In fact, regenerative medicine has the purpose of repairing, regenerating and replacing cells, tissues and even organs damaged by congenital defects, diseases, injuries or aging in order to re-establish the physiological functions. Currently available techniques, comprising gene therapy and biomedical engineering, make use of chemical cues, drugs and physical stimuli, but unfortunately often lack selectivity and reversibility. Thanks to this new study, regenerative medicine can count on a new technique: Optoceutics.
The study has been conducted by an IIT research group led by the responsible for the OptoCell Lab Maria Rosa Antognazza, in collaboration with two Italian partners, the University of Pavia and Fondazione IRCCS Policlinico San Matteo in Pavia.
"We are talking about a completely new technique that could lead us to important outcomes in tissue engineering.
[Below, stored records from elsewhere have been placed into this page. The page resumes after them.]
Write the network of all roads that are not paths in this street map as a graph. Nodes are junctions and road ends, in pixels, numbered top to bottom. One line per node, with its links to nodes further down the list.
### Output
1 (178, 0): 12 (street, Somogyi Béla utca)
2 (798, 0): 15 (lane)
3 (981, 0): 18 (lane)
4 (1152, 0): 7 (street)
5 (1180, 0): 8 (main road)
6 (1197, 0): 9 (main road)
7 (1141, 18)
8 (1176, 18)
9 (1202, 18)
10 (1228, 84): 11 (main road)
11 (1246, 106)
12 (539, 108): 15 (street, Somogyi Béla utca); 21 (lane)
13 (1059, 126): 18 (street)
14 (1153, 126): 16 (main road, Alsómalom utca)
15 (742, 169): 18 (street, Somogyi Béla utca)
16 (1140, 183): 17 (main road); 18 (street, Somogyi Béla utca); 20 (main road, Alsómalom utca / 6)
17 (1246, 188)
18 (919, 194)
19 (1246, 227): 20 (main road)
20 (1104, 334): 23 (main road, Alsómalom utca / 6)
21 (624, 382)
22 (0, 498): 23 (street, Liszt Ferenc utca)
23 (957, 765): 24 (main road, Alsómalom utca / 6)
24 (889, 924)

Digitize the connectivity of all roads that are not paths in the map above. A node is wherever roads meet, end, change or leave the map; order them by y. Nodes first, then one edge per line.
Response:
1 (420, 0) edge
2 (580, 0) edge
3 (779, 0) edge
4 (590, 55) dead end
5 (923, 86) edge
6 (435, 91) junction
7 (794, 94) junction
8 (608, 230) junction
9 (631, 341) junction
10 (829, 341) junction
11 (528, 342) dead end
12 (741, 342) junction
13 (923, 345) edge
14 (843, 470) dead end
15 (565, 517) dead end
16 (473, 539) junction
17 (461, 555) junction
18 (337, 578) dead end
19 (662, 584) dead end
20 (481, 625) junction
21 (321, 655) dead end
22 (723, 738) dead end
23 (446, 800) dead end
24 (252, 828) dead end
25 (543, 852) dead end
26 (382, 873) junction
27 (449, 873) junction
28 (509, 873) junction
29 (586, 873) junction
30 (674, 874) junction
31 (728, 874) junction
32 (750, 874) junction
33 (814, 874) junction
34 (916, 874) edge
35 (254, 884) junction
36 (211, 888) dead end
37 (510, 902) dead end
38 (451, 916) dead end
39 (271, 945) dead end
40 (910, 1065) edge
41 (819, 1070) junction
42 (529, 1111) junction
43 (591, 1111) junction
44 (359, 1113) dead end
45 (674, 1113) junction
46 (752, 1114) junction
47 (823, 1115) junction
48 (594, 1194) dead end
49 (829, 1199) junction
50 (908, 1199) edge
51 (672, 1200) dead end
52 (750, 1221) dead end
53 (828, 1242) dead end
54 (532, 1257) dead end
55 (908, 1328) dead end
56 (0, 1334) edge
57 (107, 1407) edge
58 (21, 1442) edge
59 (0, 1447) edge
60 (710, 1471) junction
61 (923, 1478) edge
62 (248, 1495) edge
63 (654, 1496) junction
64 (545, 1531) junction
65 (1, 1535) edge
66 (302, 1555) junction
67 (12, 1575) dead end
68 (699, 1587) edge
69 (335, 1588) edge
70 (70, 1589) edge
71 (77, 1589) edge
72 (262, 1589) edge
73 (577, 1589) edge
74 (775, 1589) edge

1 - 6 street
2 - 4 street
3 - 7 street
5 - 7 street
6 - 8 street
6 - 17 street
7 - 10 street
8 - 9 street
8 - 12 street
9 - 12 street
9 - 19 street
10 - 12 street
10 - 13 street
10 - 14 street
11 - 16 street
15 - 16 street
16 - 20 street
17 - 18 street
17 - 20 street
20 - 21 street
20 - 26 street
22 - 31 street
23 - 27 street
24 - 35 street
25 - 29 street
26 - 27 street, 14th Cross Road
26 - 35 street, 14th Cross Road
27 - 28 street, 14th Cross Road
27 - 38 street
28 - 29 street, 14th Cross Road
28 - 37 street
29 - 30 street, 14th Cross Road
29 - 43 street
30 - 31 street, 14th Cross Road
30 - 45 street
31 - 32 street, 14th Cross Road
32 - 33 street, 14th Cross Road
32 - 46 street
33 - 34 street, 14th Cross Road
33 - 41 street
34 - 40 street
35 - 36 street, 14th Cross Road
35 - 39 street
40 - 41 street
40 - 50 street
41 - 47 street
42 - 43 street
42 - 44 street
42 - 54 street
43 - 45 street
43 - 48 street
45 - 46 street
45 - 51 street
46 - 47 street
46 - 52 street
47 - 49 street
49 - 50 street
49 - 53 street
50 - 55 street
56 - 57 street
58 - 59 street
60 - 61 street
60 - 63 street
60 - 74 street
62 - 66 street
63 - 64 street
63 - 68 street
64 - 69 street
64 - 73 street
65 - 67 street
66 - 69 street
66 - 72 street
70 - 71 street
The use of light as a stimulus is much more versatile and much less invasive compared to the use of electrodes; it can be directed in a more specific way on different cell populations objects of the treatment. The purpose is to create a new area of investigation, which we call "optoceutics", able to walk side by side with pharmaceutic and electroceutical technology with huge application potential." says Maria Rosa Antognazza, IIT researcher.
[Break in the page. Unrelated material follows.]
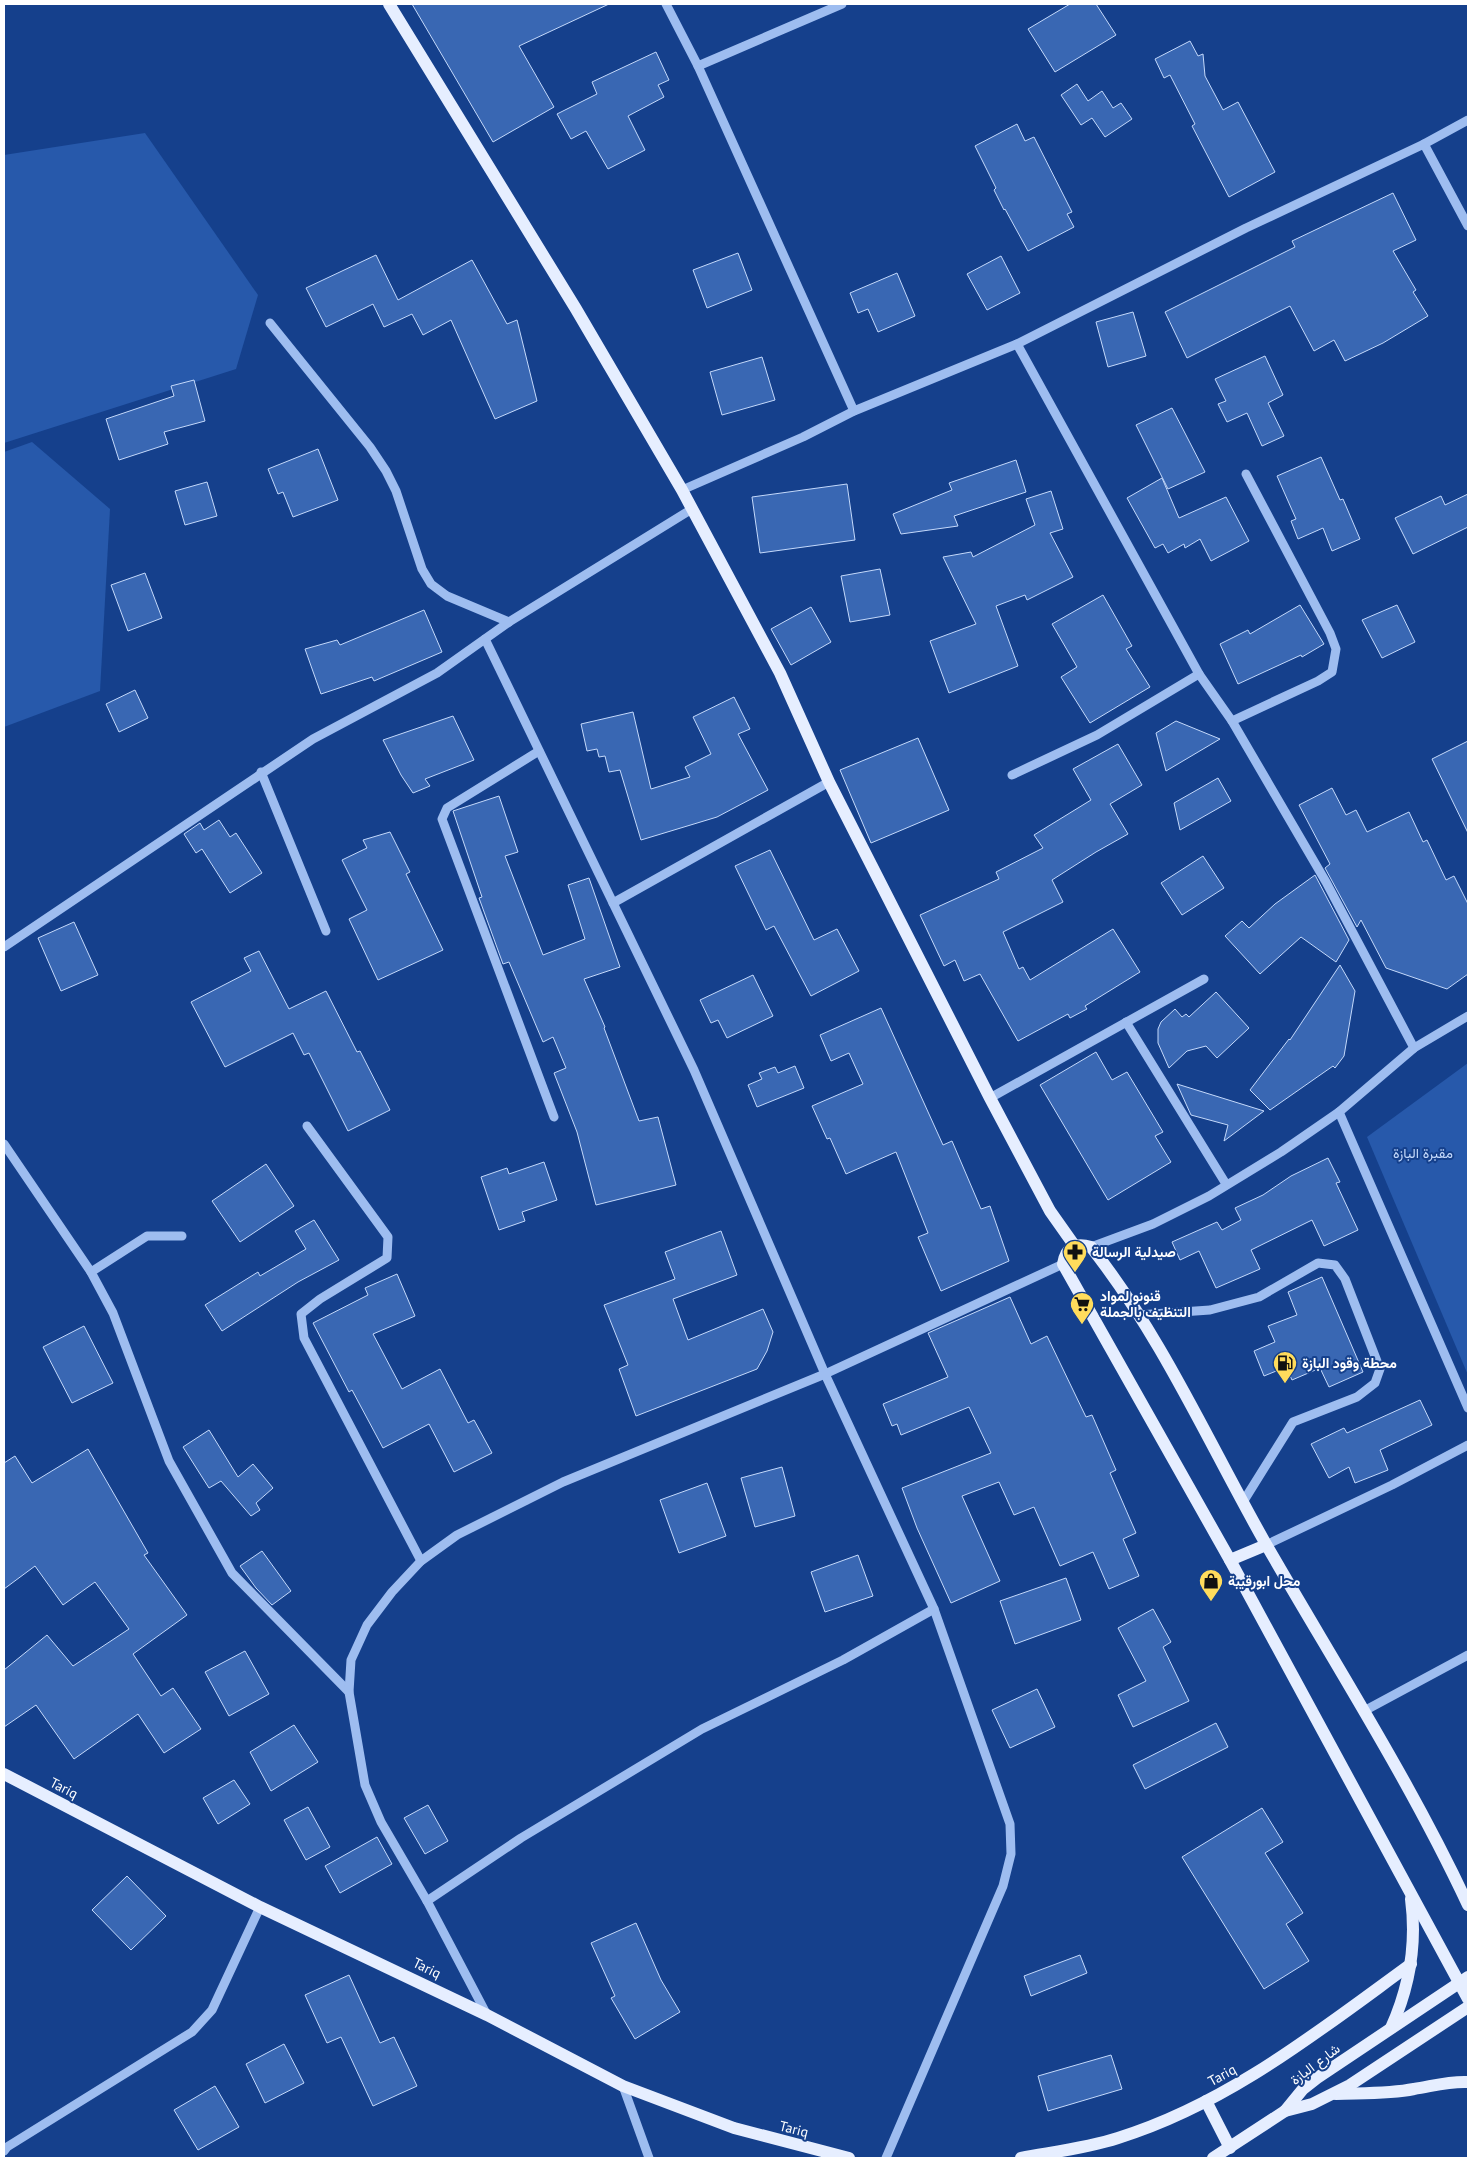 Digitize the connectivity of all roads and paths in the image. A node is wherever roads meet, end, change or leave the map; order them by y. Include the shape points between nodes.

It is in this context that the research team, along with the cardiovascular physiologist and first author of the study Francesco Lodola, has shown that it is possible to apply the new method to progenitor cells of the endothelial tissue. The researchers managed to effectively promote the in vitro angiogenesis process by using photo active materials as cellular substrates and by stimulating them with short pulses of visible light. These results pave the way to a number of interesting developments in the treatment of cardiovascular diseases.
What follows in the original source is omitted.